Hyperthermia related to Dengue Hemorrhagic Fever (DHF)

Dengue Hemorrhagic Fever (DHF) - Hyperthermia Care Plan

NCP DHF - Nursing Diagnosis Interventions : Hyperthermia

Hyperthermia is elevated body temperature due to failed thermoregulation that occurs when a body produces or absorbs more heat than it dissipates. Extreme temperature elevation then becomes a medical emergency requiring immediate treatment to prevent disability or death.

Dengue hemorrhagic fever is a severe, potentially deadly infection spread by certain species of mosquitoes (Aedes aegypti).

Early symptoms of dengue hemorrhagic fever are similar to those of dengue fever, but after several days the patient becomes irritable, restless, and sweaty. These symptoms are followed by a shock -like state.
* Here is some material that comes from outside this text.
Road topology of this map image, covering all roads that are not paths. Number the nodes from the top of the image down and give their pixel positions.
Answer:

Bleeding may appear as tiny spots of blood on the skin (petechiae) and larger patches of blood under the skin (ecchymoses). Minor injuries may cause bleeding.
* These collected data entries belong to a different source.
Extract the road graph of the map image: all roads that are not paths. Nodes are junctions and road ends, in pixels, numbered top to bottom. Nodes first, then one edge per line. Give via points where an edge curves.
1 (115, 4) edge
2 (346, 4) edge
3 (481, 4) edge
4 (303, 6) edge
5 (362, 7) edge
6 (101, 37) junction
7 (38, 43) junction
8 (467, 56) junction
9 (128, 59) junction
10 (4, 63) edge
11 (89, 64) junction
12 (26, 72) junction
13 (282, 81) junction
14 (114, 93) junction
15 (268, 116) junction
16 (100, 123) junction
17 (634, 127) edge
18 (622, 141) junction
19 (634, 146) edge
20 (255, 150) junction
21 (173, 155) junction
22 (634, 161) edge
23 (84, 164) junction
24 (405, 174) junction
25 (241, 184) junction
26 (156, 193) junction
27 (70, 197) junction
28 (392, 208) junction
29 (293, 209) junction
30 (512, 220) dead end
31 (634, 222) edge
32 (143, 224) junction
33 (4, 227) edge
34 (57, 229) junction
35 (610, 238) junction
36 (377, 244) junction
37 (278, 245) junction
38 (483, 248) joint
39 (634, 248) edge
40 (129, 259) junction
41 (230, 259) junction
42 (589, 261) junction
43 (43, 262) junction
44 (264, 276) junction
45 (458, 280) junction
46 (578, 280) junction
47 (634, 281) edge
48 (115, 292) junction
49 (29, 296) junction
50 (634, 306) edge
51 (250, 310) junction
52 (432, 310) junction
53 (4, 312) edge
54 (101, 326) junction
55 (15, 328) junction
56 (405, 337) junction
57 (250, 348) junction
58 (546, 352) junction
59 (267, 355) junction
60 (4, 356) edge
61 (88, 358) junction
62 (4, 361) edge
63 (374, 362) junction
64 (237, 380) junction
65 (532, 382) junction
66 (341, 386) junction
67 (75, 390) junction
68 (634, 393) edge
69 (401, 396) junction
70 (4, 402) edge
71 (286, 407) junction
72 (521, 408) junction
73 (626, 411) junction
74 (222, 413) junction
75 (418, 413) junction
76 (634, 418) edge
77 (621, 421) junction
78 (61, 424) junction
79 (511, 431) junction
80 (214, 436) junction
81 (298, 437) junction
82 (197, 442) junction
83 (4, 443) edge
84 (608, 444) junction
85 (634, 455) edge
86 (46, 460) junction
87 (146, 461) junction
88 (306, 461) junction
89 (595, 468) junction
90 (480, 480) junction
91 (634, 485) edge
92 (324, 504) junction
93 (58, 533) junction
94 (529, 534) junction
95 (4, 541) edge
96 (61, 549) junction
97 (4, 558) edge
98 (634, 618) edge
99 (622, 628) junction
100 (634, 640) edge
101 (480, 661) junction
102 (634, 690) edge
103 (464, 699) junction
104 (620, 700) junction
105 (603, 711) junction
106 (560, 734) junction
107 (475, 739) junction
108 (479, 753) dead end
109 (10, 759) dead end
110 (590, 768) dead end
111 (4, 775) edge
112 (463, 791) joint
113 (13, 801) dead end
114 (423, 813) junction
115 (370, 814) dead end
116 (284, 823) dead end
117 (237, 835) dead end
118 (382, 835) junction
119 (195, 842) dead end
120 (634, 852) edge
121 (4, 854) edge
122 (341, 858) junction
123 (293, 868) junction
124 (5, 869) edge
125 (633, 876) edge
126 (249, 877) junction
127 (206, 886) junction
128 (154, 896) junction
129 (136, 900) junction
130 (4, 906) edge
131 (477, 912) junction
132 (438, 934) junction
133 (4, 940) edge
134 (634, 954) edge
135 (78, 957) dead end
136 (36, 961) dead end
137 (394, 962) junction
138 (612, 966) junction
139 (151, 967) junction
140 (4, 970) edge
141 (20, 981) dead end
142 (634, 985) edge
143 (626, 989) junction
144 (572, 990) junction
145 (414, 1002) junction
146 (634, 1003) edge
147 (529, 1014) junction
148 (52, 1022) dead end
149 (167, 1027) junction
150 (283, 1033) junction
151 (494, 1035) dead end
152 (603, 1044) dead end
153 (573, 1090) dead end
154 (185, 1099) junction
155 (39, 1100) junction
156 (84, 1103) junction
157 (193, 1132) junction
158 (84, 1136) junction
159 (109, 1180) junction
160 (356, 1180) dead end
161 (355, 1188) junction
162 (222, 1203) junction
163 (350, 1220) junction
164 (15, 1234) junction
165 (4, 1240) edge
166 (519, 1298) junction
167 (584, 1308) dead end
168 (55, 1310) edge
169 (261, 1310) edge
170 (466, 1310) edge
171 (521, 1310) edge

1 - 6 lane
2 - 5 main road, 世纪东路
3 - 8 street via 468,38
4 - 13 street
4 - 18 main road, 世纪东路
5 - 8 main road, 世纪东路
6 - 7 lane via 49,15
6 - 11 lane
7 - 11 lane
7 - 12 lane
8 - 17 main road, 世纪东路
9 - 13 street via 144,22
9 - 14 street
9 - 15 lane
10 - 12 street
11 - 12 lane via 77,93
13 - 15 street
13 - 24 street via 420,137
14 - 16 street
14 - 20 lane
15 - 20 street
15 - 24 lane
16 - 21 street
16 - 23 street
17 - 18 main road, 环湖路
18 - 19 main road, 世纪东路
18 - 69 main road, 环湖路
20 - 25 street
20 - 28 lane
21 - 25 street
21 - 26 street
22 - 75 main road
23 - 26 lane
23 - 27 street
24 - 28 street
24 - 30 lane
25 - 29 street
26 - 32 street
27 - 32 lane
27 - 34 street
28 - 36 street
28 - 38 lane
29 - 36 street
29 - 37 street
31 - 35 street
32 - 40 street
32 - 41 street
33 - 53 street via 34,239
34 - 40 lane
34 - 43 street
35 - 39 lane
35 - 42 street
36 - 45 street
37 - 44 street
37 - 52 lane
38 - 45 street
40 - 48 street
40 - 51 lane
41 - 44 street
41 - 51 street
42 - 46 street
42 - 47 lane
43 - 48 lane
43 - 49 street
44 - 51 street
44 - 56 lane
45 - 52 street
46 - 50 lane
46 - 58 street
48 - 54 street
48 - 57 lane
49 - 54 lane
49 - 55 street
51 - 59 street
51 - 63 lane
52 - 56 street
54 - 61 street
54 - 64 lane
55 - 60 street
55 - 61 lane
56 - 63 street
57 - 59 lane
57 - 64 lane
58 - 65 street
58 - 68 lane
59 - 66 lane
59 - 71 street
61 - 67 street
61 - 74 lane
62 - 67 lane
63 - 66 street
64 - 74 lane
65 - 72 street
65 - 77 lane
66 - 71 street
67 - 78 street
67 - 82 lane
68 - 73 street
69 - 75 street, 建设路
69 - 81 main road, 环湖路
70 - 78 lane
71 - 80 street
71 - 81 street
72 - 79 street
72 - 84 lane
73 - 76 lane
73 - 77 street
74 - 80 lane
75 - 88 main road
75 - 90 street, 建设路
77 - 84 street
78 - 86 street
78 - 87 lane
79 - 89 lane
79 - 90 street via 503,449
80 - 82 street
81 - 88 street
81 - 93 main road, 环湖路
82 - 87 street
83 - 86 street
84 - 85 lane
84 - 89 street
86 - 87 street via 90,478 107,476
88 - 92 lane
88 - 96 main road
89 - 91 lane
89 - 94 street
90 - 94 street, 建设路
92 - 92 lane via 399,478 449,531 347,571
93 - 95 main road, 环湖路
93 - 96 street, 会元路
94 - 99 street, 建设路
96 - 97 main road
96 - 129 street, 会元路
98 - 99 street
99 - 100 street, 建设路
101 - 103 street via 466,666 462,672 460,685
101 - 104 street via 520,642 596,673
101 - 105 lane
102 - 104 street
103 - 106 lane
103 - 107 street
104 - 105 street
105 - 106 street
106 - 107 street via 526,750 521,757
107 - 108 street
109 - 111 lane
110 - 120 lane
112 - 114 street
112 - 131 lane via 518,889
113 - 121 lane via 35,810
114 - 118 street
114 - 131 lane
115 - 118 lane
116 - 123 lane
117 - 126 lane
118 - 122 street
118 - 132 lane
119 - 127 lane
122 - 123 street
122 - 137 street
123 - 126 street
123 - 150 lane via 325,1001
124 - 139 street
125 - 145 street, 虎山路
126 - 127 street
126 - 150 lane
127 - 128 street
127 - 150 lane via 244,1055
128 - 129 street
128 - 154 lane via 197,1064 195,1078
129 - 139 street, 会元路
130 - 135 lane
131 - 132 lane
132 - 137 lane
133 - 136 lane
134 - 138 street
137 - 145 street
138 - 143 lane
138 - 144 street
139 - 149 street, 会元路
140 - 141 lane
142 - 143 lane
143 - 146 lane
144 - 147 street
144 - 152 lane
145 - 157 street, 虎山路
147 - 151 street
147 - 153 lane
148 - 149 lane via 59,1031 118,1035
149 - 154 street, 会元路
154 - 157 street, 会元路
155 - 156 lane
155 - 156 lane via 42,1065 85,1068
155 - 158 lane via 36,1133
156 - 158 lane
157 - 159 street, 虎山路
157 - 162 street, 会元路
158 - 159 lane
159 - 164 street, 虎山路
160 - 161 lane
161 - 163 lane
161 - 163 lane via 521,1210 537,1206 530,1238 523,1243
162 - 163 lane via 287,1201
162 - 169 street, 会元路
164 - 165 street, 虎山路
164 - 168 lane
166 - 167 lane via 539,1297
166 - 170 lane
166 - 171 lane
Shock may cause death. If the patient survives, recovery begins after a one-day crisis period.

Early symptoms include: Decreased appetite, Fever, Headache, Joint aches, Malaise, Muscle aches, Vomiting.

Acute phase symptoms include:
  • Restlessness followed by: Ecchymosis, Generalized rash, Petechiae, Worsening of earlier symptoms
  • Shock-like state : Cold, clammy extremities, Sweatiness (diaphoretic)

Nursing Diagnosis and Interventions for Dengue Hemorrhagic Fever (DHF) :

Hyperthermia related to the dengue virus infection.

Goal: Hyperthermia can be resolved

Expected outcomes: body temperature returned to normal


1) Observation vital signs, especially temperature.

2) Give cold compress (water) on the forehead and armpits.

3) Change clothes that have been soaked with sweat.

4) Encourage the family to put on clothing that can absorb sweat like cotton.

5) Encourage your family to drink lots of approximately 1500 to 2000 cc per day.

6) collaboration with doctors in Therapy, febrifuge.